▶ _Data for processing_:
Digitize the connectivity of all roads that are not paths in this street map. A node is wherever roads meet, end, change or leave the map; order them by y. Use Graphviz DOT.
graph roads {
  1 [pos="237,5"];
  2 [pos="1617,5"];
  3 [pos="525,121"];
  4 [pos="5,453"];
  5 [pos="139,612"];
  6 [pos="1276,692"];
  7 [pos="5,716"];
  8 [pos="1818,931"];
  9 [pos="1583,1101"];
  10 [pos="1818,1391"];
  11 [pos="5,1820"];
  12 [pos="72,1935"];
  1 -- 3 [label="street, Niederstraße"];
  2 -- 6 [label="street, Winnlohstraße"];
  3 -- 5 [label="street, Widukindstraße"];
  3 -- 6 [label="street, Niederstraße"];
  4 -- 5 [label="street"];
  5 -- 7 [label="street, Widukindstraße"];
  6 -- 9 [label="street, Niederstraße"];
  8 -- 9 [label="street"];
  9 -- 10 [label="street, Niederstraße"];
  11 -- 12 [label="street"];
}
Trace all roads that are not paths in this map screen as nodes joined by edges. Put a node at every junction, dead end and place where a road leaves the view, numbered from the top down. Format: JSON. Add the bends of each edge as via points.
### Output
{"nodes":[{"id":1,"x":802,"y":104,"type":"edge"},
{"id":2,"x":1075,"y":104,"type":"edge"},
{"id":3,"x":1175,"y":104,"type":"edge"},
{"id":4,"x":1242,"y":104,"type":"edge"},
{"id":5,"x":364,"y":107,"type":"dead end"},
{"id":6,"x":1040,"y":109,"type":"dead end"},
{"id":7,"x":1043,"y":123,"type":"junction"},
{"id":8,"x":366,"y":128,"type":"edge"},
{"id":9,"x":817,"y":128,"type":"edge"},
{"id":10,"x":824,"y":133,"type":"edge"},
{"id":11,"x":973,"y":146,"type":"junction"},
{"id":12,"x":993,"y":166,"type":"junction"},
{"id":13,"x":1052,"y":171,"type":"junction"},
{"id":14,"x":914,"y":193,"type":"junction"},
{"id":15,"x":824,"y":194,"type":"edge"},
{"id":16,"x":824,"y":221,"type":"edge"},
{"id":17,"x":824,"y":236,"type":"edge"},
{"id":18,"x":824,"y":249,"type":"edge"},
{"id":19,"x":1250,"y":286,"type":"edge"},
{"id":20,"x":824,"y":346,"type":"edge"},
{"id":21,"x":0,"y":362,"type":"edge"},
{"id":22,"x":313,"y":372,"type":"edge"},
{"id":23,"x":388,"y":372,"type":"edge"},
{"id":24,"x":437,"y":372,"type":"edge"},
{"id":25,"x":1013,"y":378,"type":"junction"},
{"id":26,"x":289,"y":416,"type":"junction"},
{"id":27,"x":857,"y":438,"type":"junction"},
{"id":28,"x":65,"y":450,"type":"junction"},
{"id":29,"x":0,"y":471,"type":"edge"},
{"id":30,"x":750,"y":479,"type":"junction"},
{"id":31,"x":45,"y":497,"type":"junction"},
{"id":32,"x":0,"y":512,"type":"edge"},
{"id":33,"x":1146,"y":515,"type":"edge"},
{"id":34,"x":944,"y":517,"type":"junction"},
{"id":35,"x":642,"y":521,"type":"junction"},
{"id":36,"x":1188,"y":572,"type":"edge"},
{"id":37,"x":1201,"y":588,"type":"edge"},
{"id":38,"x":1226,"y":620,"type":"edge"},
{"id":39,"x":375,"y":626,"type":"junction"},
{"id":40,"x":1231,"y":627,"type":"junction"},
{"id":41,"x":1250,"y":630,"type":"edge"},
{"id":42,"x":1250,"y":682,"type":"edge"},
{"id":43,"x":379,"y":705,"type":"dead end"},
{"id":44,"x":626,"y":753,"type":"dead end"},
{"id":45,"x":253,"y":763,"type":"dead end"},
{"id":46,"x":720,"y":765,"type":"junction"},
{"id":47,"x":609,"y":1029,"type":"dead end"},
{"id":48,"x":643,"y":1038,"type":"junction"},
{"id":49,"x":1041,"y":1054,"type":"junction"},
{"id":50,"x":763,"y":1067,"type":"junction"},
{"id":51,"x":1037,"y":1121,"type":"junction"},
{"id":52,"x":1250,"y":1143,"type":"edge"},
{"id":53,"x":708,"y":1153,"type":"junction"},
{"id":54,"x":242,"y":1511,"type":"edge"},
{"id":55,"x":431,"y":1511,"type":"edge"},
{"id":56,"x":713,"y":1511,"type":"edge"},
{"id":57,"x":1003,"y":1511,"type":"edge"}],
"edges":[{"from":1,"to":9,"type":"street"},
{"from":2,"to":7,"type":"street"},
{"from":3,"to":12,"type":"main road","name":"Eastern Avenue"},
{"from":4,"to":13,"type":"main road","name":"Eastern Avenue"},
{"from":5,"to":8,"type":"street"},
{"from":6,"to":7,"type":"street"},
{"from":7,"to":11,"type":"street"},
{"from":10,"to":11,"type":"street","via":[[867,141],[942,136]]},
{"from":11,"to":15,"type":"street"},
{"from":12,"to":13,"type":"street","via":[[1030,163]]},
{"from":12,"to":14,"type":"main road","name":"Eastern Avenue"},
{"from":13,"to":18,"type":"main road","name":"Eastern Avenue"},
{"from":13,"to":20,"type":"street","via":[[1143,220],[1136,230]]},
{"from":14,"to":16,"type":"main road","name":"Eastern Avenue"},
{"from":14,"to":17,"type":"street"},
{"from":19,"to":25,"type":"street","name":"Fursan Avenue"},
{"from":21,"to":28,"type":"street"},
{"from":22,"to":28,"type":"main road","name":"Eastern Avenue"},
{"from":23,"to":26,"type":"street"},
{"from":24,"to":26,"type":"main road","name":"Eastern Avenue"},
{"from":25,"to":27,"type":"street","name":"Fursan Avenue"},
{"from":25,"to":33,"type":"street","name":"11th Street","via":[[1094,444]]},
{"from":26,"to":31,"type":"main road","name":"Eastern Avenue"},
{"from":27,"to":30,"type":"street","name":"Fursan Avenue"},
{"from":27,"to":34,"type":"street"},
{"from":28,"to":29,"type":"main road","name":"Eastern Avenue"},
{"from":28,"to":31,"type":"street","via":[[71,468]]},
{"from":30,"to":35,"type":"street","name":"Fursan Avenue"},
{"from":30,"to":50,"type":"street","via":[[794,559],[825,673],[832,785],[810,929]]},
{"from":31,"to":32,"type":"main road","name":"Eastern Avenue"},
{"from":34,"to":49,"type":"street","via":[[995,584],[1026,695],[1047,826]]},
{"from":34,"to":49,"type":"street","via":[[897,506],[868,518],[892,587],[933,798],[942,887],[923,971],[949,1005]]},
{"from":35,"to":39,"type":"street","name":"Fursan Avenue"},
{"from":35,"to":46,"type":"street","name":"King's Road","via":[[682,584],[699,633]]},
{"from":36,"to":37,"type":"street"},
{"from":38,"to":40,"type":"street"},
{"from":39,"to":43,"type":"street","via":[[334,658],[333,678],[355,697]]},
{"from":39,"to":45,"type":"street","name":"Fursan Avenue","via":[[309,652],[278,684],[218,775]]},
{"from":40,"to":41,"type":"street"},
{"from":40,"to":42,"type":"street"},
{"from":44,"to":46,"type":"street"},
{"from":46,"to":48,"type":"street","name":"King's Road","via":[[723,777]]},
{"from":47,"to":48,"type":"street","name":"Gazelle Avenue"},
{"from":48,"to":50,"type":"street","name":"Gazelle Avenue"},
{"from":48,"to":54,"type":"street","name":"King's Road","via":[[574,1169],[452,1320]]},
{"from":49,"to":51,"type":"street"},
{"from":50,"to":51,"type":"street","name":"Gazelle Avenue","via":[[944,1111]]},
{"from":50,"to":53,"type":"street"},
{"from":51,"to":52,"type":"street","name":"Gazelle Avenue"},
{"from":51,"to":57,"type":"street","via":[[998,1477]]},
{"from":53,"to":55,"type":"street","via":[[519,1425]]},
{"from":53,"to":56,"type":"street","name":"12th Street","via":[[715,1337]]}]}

▶ _Prompt_:
If a line of the data includes the word "Widukindstraße", it counts; give how many lines do, as a bare number.

▶ _Exercise solution_:
2